Part 1: Social media as evidence

Gone are the days when life was kept private. Whilst not every person is active on social media platforms it is safe to say that a large extent of the Australian population is. Facebook, Instagram, Twitter, TikTok…the list goes on! People posting comments, photographs and videos often do so in a manner that paints them and their lives in the most positive way (including, at times, in a way that suggests life is going better than it is).

But what happens when you suffer an injury or illness and pursue a compensation or insurance claim? Can your social media usage have an impact? The short answer is yes!

Defendants and insurance companies often search Google, Facebook, Twitter, Instagram, YouTube, LinkedIn and so on to find out information about you that may assist them to defend or minimise your claim. Generally, they will be looking for information about activities that you can do, other injuries unrelated to your claim and evidence of criminal or inappropriate behaviour, amongst other things.

Depending on the type of claim you are pursuing (e.g. damages claim for injuries, insurance claim for disability etc) you may have a proactive duty of disclosure of records to the party you are claiming against.

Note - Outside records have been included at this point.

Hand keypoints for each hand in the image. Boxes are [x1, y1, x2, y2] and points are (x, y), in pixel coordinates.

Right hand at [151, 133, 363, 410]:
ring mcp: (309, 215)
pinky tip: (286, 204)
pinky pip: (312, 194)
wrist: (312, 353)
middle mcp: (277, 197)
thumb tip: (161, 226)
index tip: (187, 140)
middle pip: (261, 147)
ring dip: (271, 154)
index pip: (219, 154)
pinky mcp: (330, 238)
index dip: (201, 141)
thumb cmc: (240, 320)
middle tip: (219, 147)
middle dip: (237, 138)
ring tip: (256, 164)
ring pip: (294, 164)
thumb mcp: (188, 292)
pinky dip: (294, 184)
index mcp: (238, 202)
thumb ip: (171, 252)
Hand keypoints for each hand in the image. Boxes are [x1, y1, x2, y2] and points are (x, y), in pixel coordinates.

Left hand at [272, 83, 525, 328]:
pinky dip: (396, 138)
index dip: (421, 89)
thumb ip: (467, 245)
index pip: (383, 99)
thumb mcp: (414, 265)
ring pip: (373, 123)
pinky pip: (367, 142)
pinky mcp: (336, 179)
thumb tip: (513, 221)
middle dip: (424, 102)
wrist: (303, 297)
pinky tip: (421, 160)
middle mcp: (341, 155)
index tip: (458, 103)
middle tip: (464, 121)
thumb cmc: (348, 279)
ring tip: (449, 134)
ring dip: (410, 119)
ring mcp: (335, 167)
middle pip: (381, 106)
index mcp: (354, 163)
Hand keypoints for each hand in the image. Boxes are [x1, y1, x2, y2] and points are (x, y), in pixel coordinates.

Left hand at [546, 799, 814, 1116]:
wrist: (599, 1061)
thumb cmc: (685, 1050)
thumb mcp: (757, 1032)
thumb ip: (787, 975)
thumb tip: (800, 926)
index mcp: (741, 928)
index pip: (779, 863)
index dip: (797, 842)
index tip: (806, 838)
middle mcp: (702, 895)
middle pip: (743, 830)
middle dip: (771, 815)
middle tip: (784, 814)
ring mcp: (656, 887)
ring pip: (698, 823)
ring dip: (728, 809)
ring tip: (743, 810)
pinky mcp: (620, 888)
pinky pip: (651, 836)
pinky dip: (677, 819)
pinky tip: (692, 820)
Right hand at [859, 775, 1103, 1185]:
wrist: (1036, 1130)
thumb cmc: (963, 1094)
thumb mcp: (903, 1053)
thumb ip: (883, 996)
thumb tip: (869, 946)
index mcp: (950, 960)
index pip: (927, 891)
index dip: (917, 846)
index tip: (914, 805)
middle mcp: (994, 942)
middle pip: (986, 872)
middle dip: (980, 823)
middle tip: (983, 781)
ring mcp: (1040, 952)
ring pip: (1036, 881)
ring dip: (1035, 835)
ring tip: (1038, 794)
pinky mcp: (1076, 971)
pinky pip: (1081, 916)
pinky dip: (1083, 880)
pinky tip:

In some cases, this may include disclosure of some of your social media posts and interactions. Whether or not you will have an obligation of disclosure is very case specific and not always straight forward. Suffice to say, the things you post may form part of the evidence relevant to your claim.

There are two stages to personal injuries claims in Queensland often referred to as the “pre-litigation” and “litigation” stages.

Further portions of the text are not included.